> _Directions for this task_
Please retype only the lines below that run from the one containing "16#FF0000 setink" through the last line, both included, without altering a word.

Stored items:
###
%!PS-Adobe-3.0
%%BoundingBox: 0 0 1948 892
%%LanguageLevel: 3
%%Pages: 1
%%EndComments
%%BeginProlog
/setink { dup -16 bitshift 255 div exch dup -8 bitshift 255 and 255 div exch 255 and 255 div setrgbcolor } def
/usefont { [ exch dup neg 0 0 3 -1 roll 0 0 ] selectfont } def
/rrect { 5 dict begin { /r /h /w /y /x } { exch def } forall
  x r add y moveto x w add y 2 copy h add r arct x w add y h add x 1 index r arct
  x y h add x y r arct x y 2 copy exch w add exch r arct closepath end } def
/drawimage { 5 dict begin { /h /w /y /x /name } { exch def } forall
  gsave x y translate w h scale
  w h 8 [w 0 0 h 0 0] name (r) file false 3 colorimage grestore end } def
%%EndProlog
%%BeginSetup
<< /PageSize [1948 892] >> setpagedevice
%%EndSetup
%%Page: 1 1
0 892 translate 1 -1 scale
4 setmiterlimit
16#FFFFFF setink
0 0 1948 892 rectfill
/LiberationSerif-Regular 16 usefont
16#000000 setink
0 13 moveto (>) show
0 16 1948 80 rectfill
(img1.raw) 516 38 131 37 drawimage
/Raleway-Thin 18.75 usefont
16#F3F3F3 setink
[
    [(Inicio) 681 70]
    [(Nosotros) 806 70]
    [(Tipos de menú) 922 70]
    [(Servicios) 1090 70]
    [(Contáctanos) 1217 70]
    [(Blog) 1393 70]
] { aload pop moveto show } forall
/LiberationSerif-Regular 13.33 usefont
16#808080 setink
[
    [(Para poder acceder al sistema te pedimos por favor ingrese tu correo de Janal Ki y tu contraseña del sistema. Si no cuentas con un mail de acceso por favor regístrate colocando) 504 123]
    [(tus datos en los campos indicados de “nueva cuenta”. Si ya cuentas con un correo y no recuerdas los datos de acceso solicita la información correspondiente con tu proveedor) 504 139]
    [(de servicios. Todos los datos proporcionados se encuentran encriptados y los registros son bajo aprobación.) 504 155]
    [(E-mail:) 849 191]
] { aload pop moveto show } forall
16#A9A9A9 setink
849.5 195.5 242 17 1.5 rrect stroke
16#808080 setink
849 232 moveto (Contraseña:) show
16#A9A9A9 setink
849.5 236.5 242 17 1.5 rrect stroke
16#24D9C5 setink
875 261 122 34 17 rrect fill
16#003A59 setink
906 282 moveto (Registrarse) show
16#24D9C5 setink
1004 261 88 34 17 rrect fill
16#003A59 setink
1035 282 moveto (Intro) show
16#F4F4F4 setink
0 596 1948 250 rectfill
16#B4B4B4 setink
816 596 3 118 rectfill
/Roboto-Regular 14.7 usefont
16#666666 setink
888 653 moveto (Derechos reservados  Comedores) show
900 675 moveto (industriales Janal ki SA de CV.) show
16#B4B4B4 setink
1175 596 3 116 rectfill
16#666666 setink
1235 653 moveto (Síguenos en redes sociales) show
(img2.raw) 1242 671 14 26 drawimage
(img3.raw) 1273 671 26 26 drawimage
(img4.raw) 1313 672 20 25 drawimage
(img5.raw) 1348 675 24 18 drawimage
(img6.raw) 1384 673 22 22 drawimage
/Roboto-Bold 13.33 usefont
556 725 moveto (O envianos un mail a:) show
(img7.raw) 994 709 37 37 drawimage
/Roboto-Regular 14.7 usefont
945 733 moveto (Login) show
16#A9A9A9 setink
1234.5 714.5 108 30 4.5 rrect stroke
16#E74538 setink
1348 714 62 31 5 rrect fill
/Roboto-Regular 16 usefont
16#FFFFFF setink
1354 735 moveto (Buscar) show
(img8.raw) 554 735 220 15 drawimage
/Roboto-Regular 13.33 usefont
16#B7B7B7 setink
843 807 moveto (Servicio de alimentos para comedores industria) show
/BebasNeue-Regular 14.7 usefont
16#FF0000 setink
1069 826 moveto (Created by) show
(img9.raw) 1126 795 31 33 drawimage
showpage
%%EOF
###
> _Written solution_
16#FF0000 setink
1069 826 moveto (Created by) show
(img9.raw) 1126 795 31 33 drawimage
showpage
%%EOF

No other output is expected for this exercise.